Prove the inequality $$ 3^{n}\ge2n^{2}+1 $$
for $n=1,2,\dots$
This looks like a problem which might be solved using the binomial theorem. Recall \begin{align*} (1+x)^{n} & =1+nx+{n \choose 2}x^{2}+\dots\\ & =1+nx+\frac{n!}{(n-2)!2!}x^{2}+\dots\\ & =1+nx+\frac{n(n-1)}{2}x^{2}+\dots \end{align*}
Using the binomial theorem to expand the LHS of our original inequality, we have \begin{align*} 3^{n}=(1+2)^{n} & \ge2n^{2}+1\\ 1+2n+\frac{n(n-1)}{2}2^{2}+\dots & \ge1+2n^{2}\\ 1+2n+2n(n-1)+\dots & \ge1+2n^{2}\\ 1+2n+2n^{2}-2n+\dots & \ge1+2n^{2}\\ 1+2n^{2}+\dots & \ge1+2n^{2} \end{align*}
This is obviously true.
Let's try another approach: induction.
Base case
\begin{align*} 3^{0} & \ge2(0)^{2}+1\\ 1 & \ge1 \end{align*}
Now we suppose the normal case $$ 3^{k}\ge2k^{2}+1 $$
For the inductive step, multiple both sides by 3
\begin{align*} 3\cdot3^{k} & \ge3(2k^{2}+1)\\ 3^{k+1} & \ge6k^{2}+3 \end{align*}
So it is sufficient for us to prove that \begin{align*} 6k^{2}+3 & \ge2(k+1)^{2}+1\\ & =2(k^{2}+2k+1)+1\\ & =2k^{2}+4k+3\\ 6k^{2}-2k^{2}+3-3 & \ge4k\\ 4k^{2} & \ge4k \end{align*}
which is obviously true.
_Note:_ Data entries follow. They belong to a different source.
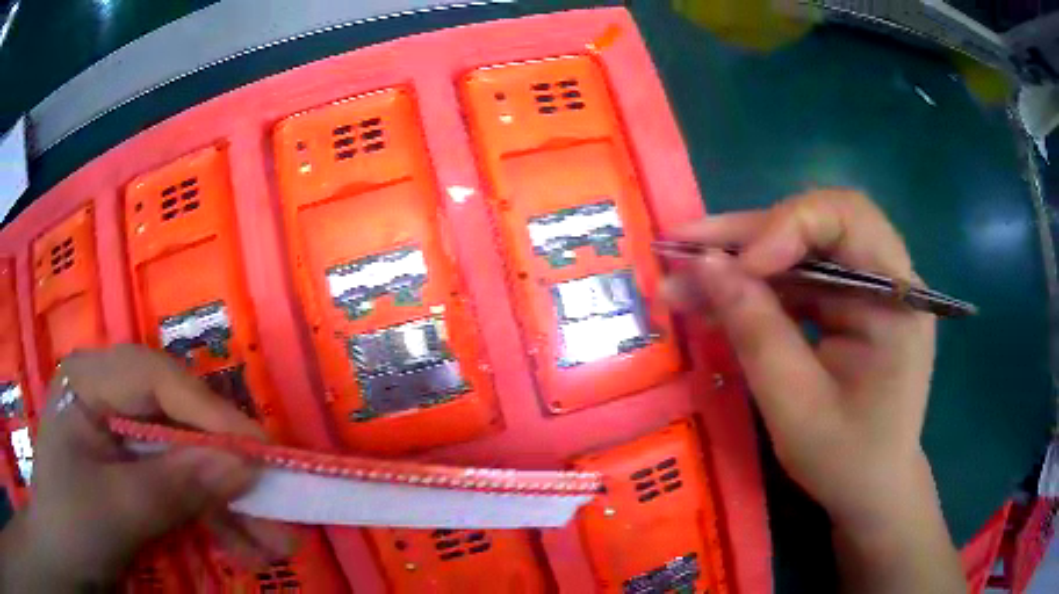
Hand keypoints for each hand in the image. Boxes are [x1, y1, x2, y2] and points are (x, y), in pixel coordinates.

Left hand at [1, 345, 292, 590]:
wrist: (67, 564)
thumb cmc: (71, 526)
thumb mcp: (117, 510)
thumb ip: (175, 486)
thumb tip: (244, 468)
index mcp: (89, 382)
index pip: (156, 379)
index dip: (209, 414)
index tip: (261, 454)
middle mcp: (109, 400)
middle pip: (178, 421)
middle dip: (226, 468)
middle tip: (278, 501)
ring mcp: (123, 441)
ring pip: (186, 461)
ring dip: (230, 505)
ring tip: (275, 543)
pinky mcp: (136, 479)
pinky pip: (181, 491)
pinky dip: (213, 521)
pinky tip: (244, 549)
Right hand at [663, 189, 962, 592]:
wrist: (871, 490)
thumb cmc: (845, 460)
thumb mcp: (795, 406)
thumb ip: (756, 331)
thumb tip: (705, 264)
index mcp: (897, 299)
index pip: (848, 218)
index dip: (788, 226)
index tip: (738, 267)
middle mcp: (888, 278)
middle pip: (819, 222)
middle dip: (751, 233)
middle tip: (685, 246)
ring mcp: (867, 289)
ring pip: (800, 247)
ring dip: (742, 260)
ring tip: (683, 276)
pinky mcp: (848, 305)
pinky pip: (798, 278)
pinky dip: (755, 287)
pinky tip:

Thus our original inequality holds
$$ 3^{n}\ge2n^{2}+1. $$
Question: are there problems with either proof or style things that I could learn?
Question: For the inductive proof, did I choose the correct base case of zero? It seemed correct given the context, but I am not 100% certain.
I don't have a solution to check against. Are my proofs valid?